EXERCISE: All lines in the data that hold the word "Straße" need copying.
++++ RAW DATA ++++
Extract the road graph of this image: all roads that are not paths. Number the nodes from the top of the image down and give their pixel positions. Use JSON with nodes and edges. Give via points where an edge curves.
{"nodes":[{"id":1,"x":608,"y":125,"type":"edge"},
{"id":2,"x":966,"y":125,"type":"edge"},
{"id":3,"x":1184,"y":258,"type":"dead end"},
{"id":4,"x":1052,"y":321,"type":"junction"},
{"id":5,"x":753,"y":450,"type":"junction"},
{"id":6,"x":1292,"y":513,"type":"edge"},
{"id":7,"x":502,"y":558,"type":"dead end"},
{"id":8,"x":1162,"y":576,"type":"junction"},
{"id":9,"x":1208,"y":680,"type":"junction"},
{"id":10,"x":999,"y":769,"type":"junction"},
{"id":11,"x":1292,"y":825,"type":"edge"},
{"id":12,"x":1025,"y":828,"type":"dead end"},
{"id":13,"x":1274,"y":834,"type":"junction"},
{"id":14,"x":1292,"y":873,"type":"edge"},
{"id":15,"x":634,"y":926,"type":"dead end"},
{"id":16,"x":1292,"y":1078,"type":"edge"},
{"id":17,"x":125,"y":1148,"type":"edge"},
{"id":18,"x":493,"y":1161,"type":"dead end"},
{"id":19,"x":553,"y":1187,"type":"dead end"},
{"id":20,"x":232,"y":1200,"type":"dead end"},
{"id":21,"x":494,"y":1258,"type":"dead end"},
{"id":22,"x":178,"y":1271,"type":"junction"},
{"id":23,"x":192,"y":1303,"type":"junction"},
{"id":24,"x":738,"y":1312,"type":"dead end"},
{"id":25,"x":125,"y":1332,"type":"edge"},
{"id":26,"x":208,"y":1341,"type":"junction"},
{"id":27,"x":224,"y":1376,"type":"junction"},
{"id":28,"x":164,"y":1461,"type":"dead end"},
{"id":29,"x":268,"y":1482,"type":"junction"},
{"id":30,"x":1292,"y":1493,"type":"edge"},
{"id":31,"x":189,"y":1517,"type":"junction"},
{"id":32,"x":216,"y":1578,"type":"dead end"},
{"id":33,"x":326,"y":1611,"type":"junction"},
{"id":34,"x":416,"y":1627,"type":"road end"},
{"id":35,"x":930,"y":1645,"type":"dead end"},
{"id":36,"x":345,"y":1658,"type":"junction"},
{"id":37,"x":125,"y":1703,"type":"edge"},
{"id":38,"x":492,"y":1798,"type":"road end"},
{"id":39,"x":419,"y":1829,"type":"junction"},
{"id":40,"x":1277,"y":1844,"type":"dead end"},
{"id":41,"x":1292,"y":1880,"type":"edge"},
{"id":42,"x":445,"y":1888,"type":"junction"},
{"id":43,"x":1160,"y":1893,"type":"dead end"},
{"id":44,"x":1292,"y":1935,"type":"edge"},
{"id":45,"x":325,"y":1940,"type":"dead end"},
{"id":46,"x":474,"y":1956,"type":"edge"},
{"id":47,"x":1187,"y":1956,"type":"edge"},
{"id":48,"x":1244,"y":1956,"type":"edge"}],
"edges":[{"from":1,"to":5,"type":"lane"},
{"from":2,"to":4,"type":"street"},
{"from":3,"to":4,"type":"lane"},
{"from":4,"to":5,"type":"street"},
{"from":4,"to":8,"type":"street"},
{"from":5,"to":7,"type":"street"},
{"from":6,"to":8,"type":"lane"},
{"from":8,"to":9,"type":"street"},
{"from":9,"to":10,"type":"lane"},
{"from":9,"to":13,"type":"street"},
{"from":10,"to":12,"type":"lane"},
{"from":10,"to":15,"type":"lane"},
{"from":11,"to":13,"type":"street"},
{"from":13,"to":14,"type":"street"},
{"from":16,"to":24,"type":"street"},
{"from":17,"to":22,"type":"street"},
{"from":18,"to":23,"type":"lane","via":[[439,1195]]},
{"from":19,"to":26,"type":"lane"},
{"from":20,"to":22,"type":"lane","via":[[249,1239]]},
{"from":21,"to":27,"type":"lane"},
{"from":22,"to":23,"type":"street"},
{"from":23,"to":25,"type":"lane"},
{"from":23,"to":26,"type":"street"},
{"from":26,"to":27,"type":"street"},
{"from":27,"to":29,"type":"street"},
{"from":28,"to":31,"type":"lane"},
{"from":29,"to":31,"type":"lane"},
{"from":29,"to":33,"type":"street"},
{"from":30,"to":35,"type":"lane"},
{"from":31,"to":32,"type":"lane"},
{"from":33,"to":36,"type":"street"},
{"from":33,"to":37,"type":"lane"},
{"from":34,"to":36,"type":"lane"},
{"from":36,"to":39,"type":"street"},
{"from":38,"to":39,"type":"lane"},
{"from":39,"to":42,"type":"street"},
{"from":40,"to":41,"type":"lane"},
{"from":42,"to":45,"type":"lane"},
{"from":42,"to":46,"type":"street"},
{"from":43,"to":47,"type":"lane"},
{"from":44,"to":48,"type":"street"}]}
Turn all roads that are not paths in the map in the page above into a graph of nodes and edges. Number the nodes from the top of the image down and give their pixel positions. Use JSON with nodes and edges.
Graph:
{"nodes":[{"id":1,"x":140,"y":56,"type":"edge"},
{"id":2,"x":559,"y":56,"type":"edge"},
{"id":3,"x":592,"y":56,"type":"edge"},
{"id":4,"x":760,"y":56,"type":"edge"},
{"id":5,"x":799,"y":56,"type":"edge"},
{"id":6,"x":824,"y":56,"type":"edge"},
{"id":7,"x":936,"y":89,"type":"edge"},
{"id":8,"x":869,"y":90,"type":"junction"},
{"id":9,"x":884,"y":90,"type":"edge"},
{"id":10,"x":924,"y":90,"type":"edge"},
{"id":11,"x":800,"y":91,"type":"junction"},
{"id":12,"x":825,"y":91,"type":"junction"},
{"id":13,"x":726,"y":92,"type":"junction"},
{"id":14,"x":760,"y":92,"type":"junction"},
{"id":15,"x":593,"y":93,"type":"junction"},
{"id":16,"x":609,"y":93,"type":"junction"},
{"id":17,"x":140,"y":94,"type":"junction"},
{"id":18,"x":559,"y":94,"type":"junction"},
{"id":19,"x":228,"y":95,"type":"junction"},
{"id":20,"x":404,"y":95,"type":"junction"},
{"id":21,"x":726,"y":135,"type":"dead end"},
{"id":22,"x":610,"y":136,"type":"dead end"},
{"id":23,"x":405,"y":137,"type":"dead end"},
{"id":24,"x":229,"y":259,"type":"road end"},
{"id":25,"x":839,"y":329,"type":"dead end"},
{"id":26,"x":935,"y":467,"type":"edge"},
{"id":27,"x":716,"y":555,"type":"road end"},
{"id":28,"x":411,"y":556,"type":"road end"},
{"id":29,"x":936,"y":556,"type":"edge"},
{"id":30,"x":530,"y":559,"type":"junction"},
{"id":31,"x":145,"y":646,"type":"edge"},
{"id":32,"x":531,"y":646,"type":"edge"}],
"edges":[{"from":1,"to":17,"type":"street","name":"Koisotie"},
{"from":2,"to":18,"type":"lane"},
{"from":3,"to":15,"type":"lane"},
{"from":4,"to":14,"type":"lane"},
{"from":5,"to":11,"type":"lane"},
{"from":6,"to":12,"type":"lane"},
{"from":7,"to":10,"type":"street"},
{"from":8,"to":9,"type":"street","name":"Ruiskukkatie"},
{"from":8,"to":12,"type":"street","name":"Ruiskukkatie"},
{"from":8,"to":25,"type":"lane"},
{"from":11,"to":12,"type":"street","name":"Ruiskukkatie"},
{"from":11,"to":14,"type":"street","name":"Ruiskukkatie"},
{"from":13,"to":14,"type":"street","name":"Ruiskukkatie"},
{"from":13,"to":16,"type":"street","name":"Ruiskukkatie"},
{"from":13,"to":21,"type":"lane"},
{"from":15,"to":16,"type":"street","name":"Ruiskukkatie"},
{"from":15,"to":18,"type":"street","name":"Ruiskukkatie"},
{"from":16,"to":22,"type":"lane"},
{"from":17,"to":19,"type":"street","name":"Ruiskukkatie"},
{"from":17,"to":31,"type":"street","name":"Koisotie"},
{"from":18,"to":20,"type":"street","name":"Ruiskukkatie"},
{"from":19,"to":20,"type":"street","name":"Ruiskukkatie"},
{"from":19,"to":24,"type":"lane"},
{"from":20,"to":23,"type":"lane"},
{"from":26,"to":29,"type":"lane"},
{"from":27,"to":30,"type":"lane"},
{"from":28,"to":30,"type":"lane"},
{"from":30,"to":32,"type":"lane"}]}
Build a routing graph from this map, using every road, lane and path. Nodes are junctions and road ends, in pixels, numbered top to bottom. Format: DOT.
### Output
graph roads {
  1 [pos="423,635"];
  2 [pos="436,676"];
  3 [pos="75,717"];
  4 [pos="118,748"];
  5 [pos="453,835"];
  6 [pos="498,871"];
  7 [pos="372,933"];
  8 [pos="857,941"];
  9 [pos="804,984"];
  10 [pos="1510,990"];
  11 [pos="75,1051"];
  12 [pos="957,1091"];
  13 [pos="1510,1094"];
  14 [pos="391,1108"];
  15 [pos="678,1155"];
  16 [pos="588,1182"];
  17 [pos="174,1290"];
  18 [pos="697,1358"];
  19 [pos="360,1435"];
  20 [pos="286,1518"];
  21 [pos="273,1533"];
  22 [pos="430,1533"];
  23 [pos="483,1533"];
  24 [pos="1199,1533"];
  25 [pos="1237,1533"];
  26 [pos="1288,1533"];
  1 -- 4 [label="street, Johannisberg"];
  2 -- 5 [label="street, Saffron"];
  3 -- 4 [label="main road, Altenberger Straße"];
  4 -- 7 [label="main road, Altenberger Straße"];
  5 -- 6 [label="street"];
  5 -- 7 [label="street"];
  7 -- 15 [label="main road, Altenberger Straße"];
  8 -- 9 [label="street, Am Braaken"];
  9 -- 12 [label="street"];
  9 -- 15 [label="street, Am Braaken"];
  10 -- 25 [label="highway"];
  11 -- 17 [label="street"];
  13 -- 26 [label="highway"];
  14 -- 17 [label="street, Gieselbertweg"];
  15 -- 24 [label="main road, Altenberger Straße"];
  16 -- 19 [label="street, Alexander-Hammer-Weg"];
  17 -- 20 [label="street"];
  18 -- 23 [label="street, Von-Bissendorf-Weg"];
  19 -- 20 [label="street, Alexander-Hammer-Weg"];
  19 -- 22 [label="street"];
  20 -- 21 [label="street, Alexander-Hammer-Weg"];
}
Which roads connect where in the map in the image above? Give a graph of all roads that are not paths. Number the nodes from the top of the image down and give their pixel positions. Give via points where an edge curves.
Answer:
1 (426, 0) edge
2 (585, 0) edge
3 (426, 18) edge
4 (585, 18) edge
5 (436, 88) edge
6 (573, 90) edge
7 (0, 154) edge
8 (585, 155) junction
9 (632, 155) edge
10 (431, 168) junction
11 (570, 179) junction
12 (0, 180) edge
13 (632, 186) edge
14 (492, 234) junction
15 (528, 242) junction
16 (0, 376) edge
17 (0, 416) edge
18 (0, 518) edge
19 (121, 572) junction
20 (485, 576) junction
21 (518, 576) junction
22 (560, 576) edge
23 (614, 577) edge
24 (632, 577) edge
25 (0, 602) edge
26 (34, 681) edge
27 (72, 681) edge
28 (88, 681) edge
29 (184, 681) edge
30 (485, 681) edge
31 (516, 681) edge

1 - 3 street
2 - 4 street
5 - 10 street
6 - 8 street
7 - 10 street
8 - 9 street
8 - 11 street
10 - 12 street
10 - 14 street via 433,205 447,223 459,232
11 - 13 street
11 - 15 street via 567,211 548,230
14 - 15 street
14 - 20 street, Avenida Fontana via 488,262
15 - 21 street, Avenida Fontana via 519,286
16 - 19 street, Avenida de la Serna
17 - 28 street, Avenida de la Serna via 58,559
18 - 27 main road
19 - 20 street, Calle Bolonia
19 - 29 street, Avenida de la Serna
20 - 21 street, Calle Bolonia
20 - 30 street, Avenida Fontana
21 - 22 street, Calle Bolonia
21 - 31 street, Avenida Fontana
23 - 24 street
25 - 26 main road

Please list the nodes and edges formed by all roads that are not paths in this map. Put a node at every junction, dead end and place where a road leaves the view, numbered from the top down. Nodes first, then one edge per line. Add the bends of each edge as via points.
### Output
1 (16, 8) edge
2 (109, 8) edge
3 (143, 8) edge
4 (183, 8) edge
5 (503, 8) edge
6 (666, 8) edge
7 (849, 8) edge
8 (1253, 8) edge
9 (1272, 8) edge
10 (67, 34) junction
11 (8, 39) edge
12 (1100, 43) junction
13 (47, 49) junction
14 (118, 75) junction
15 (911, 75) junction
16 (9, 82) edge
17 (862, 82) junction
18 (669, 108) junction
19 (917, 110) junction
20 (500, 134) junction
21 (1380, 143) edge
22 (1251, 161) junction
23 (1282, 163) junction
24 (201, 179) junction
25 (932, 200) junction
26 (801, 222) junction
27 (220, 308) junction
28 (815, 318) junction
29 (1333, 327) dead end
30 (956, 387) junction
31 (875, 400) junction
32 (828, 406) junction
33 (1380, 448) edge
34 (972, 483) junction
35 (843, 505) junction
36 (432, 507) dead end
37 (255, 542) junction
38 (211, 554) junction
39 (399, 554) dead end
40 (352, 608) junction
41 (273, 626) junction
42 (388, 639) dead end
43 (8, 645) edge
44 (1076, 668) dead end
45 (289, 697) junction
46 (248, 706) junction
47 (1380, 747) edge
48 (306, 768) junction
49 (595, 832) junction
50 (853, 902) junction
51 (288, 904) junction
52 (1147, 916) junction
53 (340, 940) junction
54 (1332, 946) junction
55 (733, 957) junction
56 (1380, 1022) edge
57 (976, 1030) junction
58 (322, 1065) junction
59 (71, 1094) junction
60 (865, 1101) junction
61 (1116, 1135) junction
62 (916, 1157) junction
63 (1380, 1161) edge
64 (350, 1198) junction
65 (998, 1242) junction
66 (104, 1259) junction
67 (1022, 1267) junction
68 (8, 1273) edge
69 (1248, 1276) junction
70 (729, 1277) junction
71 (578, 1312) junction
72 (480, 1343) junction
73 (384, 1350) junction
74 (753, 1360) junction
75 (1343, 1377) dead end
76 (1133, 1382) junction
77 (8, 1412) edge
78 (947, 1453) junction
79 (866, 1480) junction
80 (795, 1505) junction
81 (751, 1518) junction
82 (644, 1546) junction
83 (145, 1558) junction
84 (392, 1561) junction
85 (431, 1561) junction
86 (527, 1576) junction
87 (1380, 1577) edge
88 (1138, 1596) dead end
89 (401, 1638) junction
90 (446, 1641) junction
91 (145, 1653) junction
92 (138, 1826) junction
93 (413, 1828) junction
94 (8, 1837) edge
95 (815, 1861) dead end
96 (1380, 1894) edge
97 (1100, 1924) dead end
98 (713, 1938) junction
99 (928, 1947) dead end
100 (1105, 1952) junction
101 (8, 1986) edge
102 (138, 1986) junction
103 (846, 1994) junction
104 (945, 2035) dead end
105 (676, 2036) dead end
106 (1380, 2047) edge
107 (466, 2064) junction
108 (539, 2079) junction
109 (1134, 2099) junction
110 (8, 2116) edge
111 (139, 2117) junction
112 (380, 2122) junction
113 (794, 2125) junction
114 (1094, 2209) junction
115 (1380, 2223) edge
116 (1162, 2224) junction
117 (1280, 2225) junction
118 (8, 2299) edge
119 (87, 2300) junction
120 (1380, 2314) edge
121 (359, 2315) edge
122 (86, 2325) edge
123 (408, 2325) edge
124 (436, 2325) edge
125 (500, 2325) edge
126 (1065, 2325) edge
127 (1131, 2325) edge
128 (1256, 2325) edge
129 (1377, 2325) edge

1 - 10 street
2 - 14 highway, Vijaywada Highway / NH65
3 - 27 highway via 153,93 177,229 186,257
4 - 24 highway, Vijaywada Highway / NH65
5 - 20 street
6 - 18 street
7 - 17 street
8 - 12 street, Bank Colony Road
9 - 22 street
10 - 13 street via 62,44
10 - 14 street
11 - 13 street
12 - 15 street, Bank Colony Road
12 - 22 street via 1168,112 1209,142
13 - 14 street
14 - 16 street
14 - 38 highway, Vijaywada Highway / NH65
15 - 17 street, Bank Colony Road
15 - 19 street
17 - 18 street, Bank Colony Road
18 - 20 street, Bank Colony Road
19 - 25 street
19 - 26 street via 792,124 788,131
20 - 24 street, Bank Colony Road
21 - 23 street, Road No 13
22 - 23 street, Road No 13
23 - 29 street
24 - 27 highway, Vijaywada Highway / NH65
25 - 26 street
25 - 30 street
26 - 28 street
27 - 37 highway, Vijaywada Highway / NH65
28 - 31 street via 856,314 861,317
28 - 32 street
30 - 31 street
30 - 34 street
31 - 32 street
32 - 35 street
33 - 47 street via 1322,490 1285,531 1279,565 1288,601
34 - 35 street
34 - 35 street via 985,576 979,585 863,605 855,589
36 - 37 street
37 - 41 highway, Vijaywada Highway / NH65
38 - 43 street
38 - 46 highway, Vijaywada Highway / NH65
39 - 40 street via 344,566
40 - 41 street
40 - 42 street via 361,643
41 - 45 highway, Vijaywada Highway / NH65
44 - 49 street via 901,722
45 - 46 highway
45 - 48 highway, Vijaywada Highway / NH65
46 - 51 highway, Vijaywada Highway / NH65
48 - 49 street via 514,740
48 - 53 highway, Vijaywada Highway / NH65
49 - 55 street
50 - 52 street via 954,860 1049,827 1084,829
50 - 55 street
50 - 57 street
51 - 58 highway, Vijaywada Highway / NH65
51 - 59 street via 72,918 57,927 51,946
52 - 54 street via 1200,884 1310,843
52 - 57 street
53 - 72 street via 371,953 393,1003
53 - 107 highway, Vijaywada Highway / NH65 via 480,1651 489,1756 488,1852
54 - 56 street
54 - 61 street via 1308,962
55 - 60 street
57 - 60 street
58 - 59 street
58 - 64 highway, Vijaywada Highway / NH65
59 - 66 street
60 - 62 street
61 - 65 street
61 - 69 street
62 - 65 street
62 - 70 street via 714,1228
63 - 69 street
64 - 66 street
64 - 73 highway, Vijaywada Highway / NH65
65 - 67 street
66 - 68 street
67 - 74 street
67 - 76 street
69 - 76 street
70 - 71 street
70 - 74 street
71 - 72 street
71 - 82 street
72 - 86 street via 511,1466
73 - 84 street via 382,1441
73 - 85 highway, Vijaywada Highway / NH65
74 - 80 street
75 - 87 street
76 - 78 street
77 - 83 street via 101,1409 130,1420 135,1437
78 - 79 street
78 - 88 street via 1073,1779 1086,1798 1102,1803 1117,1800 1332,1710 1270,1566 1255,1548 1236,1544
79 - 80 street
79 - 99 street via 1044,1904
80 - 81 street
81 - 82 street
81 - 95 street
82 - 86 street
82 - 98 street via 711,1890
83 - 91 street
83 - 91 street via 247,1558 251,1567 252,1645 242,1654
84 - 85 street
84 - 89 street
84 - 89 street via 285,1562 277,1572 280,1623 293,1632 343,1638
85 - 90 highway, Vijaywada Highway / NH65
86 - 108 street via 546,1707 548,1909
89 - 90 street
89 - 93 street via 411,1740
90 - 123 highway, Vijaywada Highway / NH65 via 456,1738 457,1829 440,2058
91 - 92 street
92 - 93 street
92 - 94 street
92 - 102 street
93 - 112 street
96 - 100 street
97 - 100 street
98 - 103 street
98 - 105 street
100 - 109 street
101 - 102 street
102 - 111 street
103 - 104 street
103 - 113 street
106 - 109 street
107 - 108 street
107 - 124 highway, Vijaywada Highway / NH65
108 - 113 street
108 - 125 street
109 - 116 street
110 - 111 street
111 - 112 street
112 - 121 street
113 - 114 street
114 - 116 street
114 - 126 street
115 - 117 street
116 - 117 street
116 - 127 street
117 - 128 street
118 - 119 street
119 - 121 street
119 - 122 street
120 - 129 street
++++
SOLUTION TO THIS PROBLEM:
  3 -- 4 [label="main road, Altenberger Straße"];
  4 -- 7 [label="main road, Altenberger Straße"];
  7 -- 15 [label="main road, Altenberger Straße"];
  15 -- 24 [label="main road, Altenberger Straße"];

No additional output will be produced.